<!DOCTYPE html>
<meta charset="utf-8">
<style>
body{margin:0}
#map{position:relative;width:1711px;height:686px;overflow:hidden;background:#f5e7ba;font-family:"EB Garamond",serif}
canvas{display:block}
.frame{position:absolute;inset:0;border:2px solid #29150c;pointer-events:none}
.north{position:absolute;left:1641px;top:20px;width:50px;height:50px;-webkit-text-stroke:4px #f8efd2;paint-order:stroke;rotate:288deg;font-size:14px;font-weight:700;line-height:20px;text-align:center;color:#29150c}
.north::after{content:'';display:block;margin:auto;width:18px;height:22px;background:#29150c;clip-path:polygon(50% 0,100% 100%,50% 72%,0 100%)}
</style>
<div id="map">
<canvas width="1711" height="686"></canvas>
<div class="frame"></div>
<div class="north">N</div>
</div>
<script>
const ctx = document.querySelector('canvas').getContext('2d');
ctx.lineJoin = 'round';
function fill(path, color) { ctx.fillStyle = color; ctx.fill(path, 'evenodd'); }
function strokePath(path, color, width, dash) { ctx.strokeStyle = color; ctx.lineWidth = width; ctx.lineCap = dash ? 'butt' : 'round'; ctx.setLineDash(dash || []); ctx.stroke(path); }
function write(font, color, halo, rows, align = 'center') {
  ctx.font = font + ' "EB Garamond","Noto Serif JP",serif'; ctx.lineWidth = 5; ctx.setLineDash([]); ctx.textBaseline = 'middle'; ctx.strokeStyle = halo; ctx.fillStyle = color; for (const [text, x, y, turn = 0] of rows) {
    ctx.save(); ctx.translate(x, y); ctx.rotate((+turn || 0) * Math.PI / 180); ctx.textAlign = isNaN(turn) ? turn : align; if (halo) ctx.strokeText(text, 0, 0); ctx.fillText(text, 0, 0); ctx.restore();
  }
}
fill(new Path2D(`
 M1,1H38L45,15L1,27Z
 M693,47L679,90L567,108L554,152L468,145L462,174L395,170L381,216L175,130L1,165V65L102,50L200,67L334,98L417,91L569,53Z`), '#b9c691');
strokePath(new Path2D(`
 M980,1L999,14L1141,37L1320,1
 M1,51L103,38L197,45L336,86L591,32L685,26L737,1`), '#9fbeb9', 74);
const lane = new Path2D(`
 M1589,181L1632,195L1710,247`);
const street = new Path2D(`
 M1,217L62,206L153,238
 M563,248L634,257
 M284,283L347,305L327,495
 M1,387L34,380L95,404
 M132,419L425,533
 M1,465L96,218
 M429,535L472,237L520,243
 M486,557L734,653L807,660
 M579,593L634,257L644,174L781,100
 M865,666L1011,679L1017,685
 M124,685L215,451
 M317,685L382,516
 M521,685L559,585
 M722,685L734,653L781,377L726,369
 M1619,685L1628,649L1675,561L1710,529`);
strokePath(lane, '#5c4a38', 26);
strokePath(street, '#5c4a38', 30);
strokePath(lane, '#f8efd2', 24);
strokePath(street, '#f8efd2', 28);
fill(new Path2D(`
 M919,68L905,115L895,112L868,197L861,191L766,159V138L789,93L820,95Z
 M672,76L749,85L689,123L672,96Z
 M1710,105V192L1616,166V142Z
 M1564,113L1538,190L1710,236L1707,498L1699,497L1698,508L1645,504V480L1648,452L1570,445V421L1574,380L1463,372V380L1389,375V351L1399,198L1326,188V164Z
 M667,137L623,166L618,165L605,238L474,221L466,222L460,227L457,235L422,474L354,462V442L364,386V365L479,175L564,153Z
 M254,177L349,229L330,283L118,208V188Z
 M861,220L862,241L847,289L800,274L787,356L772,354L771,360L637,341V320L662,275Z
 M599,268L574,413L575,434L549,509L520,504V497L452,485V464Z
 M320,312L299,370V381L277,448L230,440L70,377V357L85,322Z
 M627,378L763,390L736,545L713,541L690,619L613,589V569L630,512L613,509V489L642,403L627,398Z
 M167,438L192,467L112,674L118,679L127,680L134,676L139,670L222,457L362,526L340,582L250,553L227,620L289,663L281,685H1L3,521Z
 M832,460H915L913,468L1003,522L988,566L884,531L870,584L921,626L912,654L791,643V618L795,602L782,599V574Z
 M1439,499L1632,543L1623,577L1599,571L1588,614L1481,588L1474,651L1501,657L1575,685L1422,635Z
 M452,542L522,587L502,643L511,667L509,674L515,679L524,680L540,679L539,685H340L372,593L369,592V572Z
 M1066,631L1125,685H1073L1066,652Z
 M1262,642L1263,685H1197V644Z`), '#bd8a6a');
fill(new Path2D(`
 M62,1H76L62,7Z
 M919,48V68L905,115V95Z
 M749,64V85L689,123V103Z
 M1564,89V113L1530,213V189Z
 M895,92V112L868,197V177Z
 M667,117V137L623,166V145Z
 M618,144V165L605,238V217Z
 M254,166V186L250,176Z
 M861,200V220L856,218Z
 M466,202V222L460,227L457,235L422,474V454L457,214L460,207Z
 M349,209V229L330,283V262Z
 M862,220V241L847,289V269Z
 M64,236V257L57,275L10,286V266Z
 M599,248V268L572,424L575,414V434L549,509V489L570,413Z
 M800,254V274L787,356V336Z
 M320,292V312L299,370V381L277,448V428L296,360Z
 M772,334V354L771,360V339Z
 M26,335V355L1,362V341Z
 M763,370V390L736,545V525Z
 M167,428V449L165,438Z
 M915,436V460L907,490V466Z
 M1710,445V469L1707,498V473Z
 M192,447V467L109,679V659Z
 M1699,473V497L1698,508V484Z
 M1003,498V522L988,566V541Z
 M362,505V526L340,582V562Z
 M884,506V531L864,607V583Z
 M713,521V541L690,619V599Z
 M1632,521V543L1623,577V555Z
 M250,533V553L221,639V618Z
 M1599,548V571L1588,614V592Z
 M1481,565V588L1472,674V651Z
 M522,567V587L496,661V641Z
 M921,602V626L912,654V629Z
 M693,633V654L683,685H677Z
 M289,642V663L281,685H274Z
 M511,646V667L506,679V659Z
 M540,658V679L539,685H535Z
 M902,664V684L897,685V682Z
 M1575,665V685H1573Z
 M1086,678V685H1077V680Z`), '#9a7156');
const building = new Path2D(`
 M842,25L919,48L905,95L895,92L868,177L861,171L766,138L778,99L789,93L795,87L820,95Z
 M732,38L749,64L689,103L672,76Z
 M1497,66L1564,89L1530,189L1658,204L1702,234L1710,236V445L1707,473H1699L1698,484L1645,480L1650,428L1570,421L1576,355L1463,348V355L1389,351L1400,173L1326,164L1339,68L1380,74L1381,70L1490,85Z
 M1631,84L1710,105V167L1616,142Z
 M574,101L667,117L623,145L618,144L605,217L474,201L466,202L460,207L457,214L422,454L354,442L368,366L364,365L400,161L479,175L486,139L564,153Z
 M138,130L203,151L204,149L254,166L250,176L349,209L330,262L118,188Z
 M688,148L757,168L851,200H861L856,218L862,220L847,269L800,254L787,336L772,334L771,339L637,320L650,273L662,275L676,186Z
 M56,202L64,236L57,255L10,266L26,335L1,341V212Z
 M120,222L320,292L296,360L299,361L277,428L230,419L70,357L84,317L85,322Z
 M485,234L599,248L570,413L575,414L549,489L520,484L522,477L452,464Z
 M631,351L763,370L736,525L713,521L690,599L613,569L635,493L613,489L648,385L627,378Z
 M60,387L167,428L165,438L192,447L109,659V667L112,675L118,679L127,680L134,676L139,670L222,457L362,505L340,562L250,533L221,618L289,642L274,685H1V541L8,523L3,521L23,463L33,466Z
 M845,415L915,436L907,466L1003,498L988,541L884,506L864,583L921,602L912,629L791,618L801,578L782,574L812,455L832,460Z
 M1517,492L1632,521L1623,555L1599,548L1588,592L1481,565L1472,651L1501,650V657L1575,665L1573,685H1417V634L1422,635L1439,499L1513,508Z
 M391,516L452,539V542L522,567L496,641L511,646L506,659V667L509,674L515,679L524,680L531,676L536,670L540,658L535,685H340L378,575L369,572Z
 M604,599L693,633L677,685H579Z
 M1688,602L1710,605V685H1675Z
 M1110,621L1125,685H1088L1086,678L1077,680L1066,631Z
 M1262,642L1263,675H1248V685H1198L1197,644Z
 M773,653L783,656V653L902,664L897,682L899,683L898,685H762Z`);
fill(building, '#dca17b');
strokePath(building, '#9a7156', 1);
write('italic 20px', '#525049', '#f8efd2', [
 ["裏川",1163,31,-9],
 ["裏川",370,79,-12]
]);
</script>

What this task involves: What lines in the listing contain "fillStyle"? Copy them all.

Reply:
function fill(path, color) { ctx.fillStyle = color; ctx.fill(path, 'evenodd'); }
  ctx.font = font + ' "EB Garamond","Noto Serif JP",serif'; ctx.lineWidth = 5; ctx.setLineDash([]); ctx.textBaseline = 'middle'; ctx.strokeStyle = halo; ctx.fillStyle = color; for (const [text, x, y, turn = 0] of rows) {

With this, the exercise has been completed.